- Born: 21 August 1886 Swansea, Wales
- Died: 12 October 1988 (aged 102) Penzance, Cornwall, England
- Occupation: Author

= Ruth Manning-Sanders =

Welsh-born English poet and author (1886–1988)

Ruth Manning-Sanders (21 August 1886 – 12 October 1988) was an English poet and author born in Wales, known for a series of children's books for which she collected and related fairy tales worldwide. She published over 90 books in her lifetime.

==Biography==

=== Childhood ===
Ruth Vernon Manning was the youngest of three daughters of John Manning, an English Unitarian minister. She was born in Swansea, Wales, but the family moved to Cheshire when she was three. As a child, she read books and wrote and acted plays with her two sisters.

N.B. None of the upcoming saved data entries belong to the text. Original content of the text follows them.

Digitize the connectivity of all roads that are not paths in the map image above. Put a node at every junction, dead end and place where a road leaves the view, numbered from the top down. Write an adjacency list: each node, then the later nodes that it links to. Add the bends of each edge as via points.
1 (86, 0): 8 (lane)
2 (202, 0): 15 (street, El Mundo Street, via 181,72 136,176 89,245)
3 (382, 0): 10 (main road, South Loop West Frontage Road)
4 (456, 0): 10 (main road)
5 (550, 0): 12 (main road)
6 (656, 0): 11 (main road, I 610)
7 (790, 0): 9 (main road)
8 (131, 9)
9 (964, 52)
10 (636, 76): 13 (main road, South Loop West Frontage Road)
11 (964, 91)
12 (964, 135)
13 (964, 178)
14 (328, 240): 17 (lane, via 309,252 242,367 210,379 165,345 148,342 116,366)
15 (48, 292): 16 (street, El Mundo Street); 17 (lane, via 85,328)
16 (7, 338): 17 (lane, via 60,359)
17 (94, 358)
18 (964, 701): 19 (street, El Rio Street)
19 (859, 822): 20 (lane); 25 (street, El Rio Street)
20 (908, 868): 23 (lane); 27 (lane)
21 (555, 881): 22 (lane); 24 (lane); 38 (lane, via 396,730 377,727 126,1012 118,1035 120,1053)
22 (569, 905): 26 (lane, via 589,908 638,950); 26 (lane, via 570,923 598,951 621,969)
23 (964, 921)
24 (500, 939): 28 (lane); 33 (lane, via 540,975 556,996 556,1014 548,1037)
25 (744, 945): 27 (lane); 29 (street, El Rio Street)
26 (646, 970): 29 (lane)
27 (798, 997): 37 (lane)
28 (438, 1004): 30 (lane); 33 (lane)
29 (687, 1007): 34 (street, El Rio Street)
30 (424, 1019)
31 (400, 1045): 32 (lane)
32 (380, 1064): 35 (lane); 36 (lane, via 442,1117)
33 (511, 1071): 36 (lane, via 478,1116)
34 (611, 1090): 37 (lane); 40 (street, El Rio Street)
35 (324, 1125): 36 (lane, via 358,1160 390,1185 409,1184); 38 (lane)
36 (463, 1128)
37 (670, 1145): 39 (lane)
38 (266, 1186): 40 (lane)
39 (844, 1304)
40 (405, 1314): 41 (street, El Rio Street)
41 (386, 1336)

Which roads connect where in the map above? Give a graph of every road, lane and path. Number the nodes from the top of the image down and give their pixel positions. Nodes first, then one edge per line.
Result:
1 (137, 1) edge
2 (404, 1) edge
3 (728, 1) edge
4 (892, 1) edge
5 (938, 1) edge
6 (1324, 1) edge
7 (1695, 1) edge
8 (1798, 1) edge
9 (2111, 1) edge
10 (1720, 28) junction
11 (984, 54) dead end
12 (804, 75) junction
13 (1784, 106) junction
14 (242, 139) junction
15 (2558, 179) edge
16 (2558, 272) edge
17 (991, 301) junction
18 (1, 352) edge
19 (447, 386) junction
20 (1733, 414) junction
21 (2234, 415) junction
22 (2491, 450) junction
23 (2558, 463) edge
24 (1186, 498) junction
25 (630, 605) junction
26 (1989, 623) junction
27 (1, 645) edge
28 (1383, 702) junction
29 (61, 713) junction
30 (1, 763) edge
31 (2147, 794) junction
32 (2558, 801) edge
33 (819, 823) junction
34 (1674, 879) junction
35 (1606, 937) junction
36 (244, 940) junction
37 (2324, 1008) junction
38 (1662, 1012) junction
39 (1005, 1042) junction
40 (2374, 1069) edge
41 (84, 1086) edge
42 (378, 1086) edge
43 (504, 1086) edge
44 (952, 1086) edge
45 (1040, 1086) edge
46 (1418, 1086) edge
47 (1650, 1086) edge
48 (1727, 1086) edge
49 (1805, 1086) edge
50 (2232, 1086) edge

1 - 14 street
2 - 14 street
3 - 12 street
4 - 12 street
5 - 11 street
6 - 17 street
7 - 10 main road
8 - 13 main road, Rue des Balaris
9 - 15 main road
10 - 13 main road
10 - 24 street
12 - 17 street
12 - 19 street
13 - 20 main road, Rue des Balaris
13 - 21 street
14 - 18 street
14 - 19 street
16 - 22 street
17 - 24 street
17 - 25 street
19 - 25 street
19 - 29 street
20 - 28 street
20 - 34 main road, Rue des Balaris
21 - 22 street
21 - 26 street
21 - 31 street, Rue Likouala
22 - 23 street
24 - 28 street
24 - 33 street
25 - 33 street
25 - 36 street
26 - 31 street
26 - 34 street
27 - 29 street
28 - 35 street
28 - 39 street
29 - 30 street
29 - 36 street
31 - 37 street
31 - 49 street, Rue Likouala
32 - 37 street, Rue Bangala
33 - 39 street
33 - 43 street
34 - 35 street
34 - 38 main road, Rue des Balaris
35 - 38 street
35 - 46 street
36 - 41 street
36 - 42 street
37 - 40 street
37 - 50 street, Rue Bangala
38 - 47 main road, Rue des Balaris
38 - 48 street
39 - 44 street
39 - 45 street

According to a story she tells in the foreword to Scottish Folk Tales, Manning spent her summers in a farmhouse in the Scottish Highlands named "Shian", which she says means the place where fairies live.

===Education===
Manning studied English literature and Shakespearean studies at Manchester University.

===Marriage===
After returning from a trip to Italy to recover from an illness that forced her to leave university, Manning went to Devon where she met English artist George Sanders. They married in 1911, and both changed their names to Manning-Sanders. She spent much of her early married life touring Britain in a horse-drawn caravan and working in a circus, a topic she wrote about extensively. The family eventually moved into a cottage in the fishing hamlet of Land's End, Cornwall. One of their two children, Joan Manning-Sanders (1913–2002), found fame as a teenage artist in the 1920s.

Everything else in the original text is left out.